Dans le quotidien d’une famille tourmentée

Photo : Jean-Louis Fernandez

Vertiges est un huis clos familial. Nasser Djemaï, directeur du théâtre des Quartiers d’Ivry, CDN du Val-de-Marne, raconte les déchirements et les incompréhensions entre un fils et ses parents et le reste de la fratrie. La pièce se joue les 9 et 10 janvier au théâtre de La Foudre à Petit-Quevilly avec le CDN de Normandie-Rouen, les 12 et 13 février au Préau à Vire

Après la première tournée de Vertiges en 2017, Nasser Djemaï a éprouvé « un sentiment d’inachevé. C’est comme si je n’avais pas complètement terminé mon travail. Il y a certes toujours ce même sentiment avec toutes les mises en scène. On se dit : j’aurais pu faire ça de cette manière ou d’une autre. Cette fois, j’ai l’impression d’être allé au bout de l’écriture et j’ai mesuré le fait d’avoir été autant traversé et transformé par les autres créations comme Héritiers, Les Gardiennes ou Kolizion. J’ai un autre rapport au théâtre, à la scène, aux acteurs ». 

Autre changement : le contexte politique. « C’est effrayant ce qui se joue à l’échelle géopolitique mondiale et au sein de notre propre société qui est criante de confusions. Il est important d’assumer et d’asséner des valeurs républicaines auxquelles je tiens ».
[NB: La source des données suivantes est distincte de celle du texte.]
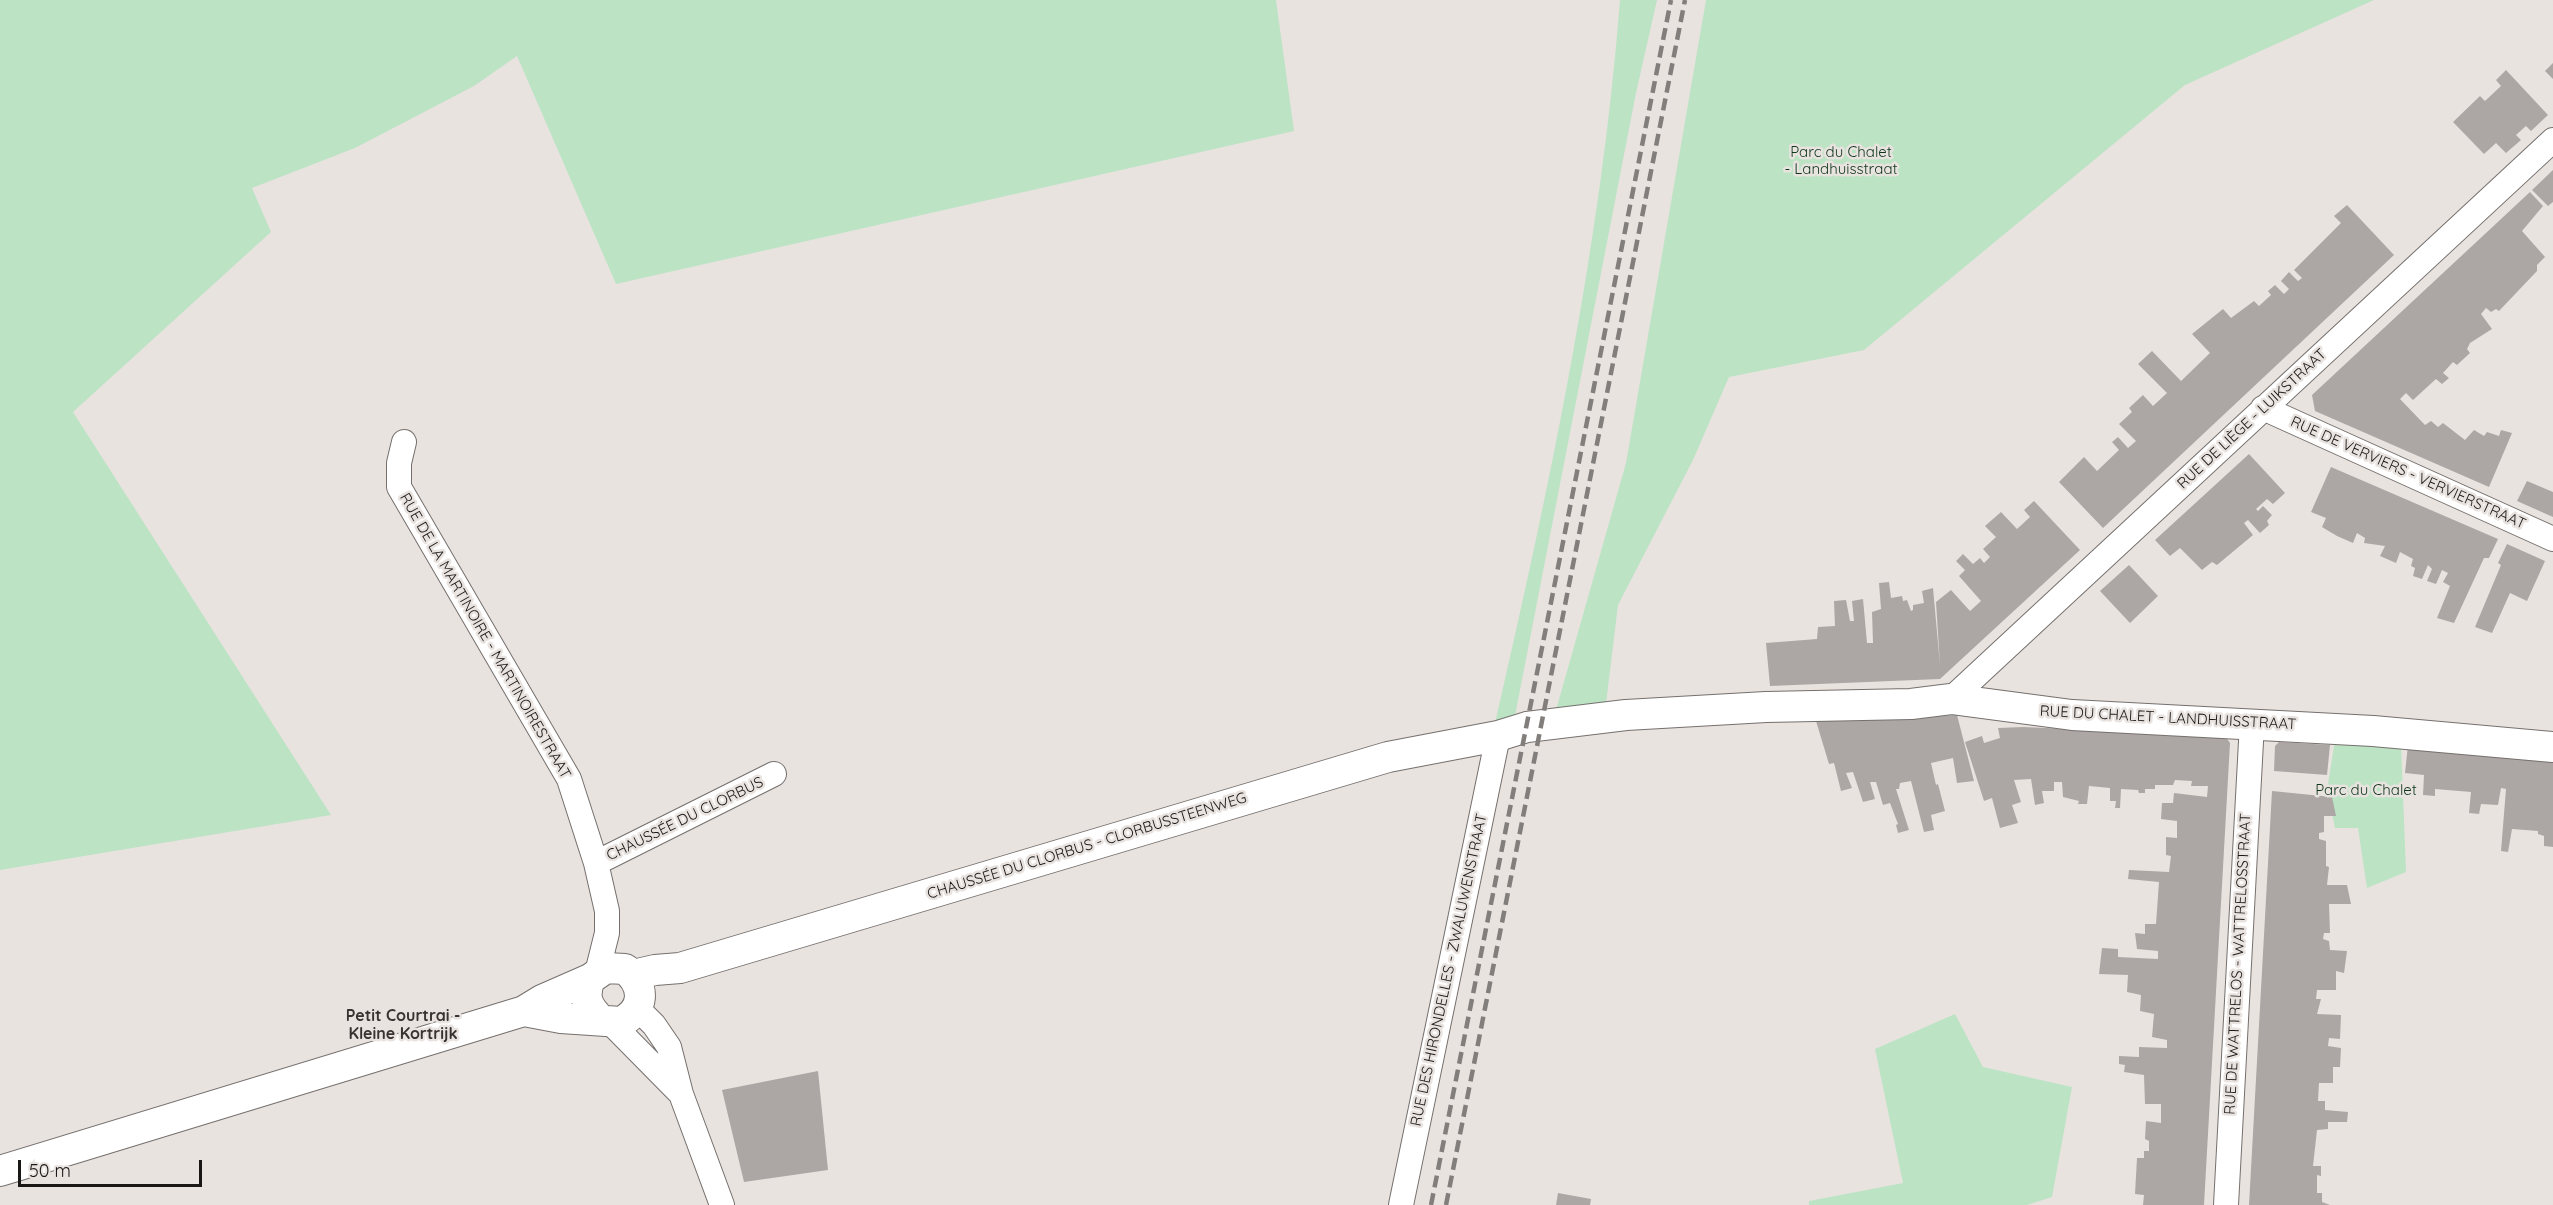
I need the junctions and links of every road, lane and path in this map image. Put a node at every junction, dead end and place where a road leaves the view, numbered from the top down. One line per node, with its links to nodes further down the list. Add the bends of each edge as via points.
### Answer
1 (2553, 140): 2 (street, RUE DE LIÈGE - LUIKSTRAAT)
2 (2263, 408): 4 (street, RUE DE VERVIERS - VERVIERSTRAAT); 5 (street, RUE DE LIÈGE - LUIKSTRAAT)
3 (404, 442): 10 (street, RUE DE LA MARTINOIRE - MARTINOIRESTRAAT, via 399,487 569,779)
4 (2553, 539)
5 (1951, 699): 6 (street, RUE DU CHALET - LANDHUISSTRAAT, via 2072,715); 7 (street, RUE DU CHALET - LANDHUISSTRAAT, via 1911,704 1766,706 1626,715 1527,727)
6 (2252, 723): 8 (street, RUE DU CHALET - LANDHUISSTRAAT); 18 (street, RUE DE WATTRELOS - WATTRELOSSTRAAT)
7 (1498, 736): 11 (street, CHAUSSÉE DU CLORBUS - CLORBUSSTEENWEG, via 1388,757 680,968 655,970); 17 (street, RUE DES HIRONDELLES - ZWALUWENSTRAAT)
8 (2553, 747)
9 (774, 774): 10 (street, CHAUSSÉE DU CLORBUS)
10 (596, 863): 11 (street, RUE DE LA MARTINOIRE - MARTINOIRESTRAAT, via 607,911 607,933)
11 (621, 984): 12 (street, CHAUSSÉE DU CLORBUS - CLORBUSSTEENWEG, via 542,1000); 13 (street, CHAUSSÉE DU CLORBUS - CLORBUSSTEENWEG, via 629,1018); 13 (street, via 586,998 588,1007); 14 (street, via 669,1047)
12 (524, 1011): 13 (street, CHAUSSÉE DU CLORBUS - CLORBUSSTEENWEG); 15 (street, CHAUSSÉE DU CLORBUS - CLORBUSSTEENWEG)
13 (605, 1021): 14 (street)
14 (681, 1094): 16 (street)
15 (0, 1171)
16 (722, 1205)
17 (1401, 1205)
18 (2226, 1205)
L’auteur, comédien et metteur en scène, directeur du théâtre des Quartiers d’Ivry, a réécrit des extraits de Vertiges, jouée les 9 et 10 janvier au théâtre de La Foudre à Petit-Quevilly et les 12 et 13 février au Préau à Vire. « Le propos reste le même mais prend davantage d’acuité avec cette dimension nouvelle de transfuge de classe ». Le transfuge de classe, c’est Nadir, l’enfant prodige. « Dans la nouvelle lecture, Nadir s’est plus affirmé. Il incarne ce devoir de réussite, cette injonction à la réussite. Et cela ne se fait pas sans heurts ».

Dans un chaos

La quarantaine entamée, l’homme, devenu un mari, un père de deux enfants et un chef d’entreprise, est traversé par des questions existentielles. « Dans sa vie intime, c’est le chaos et il essaie de le masquer ». Alors, pour chercher un certain apaisement dans cette vie intime, il revient au sein de sa famille. Mais il n’est pas simple de retrouver, après une longue absence, une place entre un père malade, une mère, toujours aussi dévouée, une sœur, employée dans la cantine de l’école, et un frère, un jeune diplômé à la recherche d’un emploi. 

Après les joies des retrouvailles ressurgissent les fantômes du passé dans une famille baignée dans deux cultures et blessée par des espoirs déçus. Nadir dira à son père, abîmé par le déracinement : « ce n’est pas mon pays ». « La dimension de l’appartenance est complexe dans une famille. Les personnages ne sont pas tout blancs et tout noirs. J’ai travaillé sur une forme d’anti-manichéisme. J’ai voulu donner à voir cette complexité des situations et dans le rapport à la religion, à la famille et à la vie en général. Consciemment ou inconsciemment, Nadir a rejeté sa culture d’origine. Selon lui, il n’y a plus rien à léguer. Il faut regarder de l’avant et non plus dans le rétroviseur. Mais, pour le père, il reste des choses inachevées qui deviennent des chimères. Le fils, lui, n’a plus la place pour les chimères », explique Nasser Djemaï.

Le metteur en scène teinte Vertiges de couleurs fantastiques et oniriques, non seulement à travers la langue du texte, la sonorisation des voix mais aussi l’atmosphère de la pièce créée par les lumières et la musique. « J’ai malaxé le tout. C’est la pièce la plus proche de moi. C’est également celle qui m’a donné le plus de fil à retordre lors de l’écriture et du montage ».